### Problem to work on
Only an exact copy of every record counts as an answer.
....
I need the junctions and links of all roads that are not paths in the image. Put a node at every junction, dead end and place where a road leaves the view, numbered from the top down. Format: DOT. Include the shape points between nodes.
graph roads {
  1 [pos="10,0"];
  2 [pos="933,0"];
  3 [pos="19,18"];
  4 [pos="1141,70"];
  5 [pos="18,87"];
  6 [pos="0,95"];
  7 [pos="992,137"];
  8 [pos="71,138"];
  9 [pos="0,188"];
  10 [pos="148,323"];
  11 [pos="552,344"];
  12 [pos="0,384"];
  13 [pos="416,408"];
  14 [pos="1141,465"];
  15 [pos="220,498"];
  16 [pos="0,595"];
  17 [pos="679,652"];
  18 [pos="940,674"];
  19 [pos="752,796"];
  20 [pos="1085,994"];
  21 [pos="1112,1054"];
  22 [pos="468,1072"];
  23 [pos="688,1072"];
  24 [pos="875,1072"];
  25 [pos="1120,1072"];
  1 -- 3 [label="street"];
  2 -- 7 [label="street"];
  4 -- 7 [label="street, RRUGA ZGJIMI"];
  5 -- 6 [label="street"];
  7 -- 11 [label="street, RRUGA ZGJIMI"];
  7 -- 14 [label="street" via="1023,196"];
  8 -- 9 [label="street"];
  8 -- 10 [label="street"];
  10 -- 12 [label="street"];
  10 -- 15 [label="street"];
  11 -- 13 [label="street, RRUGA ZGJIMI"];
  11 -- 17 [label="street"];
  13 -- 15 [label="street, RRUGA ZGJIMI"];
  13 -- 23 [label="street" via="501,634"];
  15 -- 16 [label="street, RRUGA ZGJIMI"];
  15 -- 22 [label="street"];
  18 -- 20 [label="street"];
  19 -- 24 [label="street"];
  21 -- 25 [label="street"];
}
....
### Your solution
I need the junctions and links of all roads that are not paths in the image. Put a node at every junction, dead end and place where a road leaves the view, numbered from the top down. Format: DOT. Include the shape points between nodes.
graph roads {
  1 [pos="10,0"];
  2 [pos="933,0"];
  3 [pos="19,18"];
  4 [pos="1141,70"];
  5 [pos="18,87"];
  6 [pos="0,95"];
  7 [pos="992,137"];
  8 [pos="71,138"];
  9 [pos="0,188"];
  10 [pos="148,323"];
  11 [pos="552,344"];
  12 [pos="0,384"];
  13 [pos="416,408"];
  14 [pos="1141,465"];
  15 [pos="220,498"];
  16 [pos="0,595"];
  17 [pos="679,652"];
  18 [pos="940,674"];
  19 [pos="752,796"];
  20 [pos="1085,994"];
  21 [pos="1112,1054"];
  22 [pos="468,1072"];
  23 [pos="688,1072"];
  24 [pos="875,1072"];
  25 [pos="1120,1072"];
  1 -- 3 [label="street"];
  2 -- 7 [label="street"];
  4 -- 7 [label="street, RRUGA ZGJIMI"];
  5 -- 6 [label="street"];
  7 -- 11 [label="street, RRUGA ZGJIMI"];
  7 -- 14 [label="street" via="1023,196"];
  8 -- 9 [label="street"];
  8 -- 10 [label="street"];
  10 -- 12 [label="street"];
  10 -- 15 [label="street"];
  11 -- 13 [label="street, RRUGA ZGJIMI"];
  11 -- 17 [label="street"];
  13 -- 15 [label="street, RRUGA ZGJIMI"];
  13 -- 23 [label="street" via="501,634"];
  15 -- 16 [label="street, RRUGA ZGJIMI"];
  15 -- 22 [label="street"];
  18 -- 20 [label="street"];
  19 -- 24 [label="street"];
  21 -- 25 [label="street"];
}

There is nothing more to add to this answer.